3. Amendment to Section 5.(b) Section 5.(b) of the Employment Agreement
is hereby amended to read in its entirety as follows:
(b) During the Term of Employment, the Company shall provide the
Executive with (or reimburse the Executive for the cost of) (i) a supplemental
term life insurance policy covering the Executive's life in the face amount of
$1,000,000, (ii) a supplemental disability insurance policy which, when combined
with the disability coverage provided to the Executive pursuant to Section 5 (a)

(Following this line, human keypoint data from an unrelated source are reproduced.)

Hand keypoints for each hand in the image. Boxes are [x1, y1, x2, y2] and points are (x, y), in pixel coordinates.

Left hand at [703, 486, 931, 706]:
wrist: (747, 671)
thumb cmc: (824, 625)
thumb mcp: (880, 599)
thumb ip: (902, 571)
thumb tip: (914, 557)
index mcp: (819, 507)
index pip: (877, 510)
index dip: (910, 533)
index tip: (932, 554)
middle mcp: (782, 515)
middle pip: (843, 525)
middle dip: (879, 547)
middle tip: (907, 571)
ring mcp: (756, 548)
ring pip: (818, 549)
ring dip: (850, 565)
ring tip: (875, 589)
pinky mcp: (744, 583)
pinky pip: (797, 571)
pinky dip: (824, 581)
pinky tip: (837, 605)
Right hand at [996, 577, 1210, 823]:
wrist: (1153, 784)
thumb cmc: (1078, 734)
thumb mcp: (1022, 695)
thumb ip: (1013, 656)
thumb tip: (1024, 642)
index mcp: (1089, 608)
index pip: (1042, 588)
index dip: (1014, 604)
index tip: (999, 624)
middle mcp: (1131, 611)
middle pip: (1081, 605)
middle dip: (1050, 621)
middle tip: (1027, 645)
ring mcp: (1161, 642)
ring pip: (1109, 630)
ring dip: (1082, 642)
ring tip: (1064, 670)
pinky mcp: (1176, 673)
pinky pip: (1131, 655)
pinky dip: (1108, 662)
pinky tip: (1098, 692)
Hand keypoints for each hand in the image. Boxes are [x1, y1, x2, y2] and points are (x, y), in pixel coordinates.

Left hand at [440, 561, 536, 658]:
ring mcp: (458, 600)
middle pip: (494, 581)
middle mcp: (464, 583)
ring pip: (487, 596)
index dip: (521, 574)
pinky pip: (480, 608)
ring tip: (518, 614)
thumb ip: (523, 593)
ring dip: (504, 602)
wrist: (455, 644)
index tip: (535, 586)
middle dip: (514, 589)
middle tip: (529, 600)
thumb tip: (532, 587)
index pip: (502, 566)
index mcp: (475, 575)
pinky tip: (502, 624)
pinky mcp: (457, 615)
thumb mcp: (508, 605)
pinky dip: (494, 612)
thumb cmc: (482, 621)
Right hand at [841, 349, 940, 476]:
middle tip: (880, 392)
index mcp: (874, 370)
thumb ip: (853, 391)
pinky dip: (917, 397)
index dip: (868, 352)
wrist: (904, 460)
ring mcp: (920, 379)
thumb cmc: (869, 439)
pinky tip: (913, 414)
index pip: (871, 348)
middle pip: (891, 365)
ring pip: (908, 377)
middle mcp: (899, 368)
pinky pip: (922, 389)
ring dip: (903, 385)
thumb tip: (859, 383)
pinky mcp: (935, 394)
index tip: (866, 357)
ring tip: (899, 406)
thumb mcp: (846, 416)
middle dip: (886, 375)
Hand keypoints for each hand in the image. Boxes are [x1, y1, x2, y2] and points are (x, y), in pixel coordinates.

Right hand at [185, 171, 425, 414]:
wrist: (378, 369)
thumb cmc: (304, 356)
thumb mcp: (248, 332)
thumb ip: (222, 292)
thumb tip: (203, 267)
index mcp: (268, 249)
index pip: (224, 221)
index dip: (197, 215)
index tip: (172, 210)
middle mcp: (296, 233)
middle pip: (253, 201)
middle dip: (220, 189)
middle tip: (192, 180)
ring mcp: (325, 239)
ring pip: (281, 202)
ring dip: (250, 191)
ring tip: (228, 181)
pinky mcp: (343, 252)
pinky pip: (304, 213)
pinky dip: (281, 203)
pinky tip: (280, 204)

of this Agreement, will provide the Executive with annual disability benefits
equal to Base Salary, (iii) an automobile, (iv) membership (including
initiation, annual and other membership expenses) in one city business or
luncheon club and one country club and (v) tax, accounting and financial
advisory services. The Company shall pay (or reimburse the Executive for) all
Federal, state or local taxes attributable to (i) the benefits provided for in
this Section 5(b) or (ii) the payment of (or reimbursement for) such taxes
provided for in this sentence of this Section 5(b).
4. Amendment to Section 9(c) (iii). Section 9(c) (iii) of the
Employment Agreement is hereby amended by (i) inserting the words "the ICP or"
after the word "under" and before the word "the" in the parenthetical in clause
(A) thereof, (ii) deleting the word "or" at the end of clause (B) thereof, (iii)
substituting ";or" for the period at the end of clause (c) thereof and (iv)
adding thereto the following clause (D):
"(D) the giving by the Company of a notice pursuant to clause (i) of
the first proviso to Section 1 of this Agreement that it does not wish to extend
the Conclusion Date."
5. Amendment to section 9(d) (i) (A) and (B). The parenthetical that
begins with an open parenthesis on the sixth line of Section 9(d) (i) (A) of the
Employment Agreement and ends with a closed parenthesis on the tenth line of
such Section and the parenthetical that begins with an open parenthesis on the
eighth line of Section 9(d) (i) (B) of the Employment Agreement and ends
immediately prior to the comma on the twelfth line of such Section (where there
should have been a closed parenthesis) are hereby amended to read in their
entirety as follows:
"(or if the ICP or the New LTPP is in effect and the Executive has been awarded
an award or awards under the ICP or the New LTPP with respect to the fiscal year
in which the Date of Termination occurs, (aa) if the Date of Termination occurs
in the fiscal year ending December 31, 1997 or 1998, the greater of such Annual
Bonus or the aggregate amount of the Executive's maximum award or awards under
the ICP or the New LTPP substituting for such Annual Bonus pursuant to Section
4(b) of this Agreement or (bb) if the Date of Termination occurs in any fiscal
year ending after December 31, 1998, then the aggregate amount of the
Executive's maximum award or awards under the ICP or the New LTPP substituting
for such Annual Bonus pursuant to Section 4(b) of this Agreement, with, for
purposes of this Section, any awards under the ICP or the New LTPP being paid
entirely in cash)"
6. Effective Date. This amendment shall be effective as of January
15, 1997 upon the signature of the Company and the Executive.
7. Miscellaneous.
(a) Any capitalized terms used in this Amendment and not otherwise
defined herein shall have the meaning ascribed to such terms in the Employment
Agreement.
(b) This Amendment may be executed in any number of counterparts,
all of which together constitute one and the same instrument.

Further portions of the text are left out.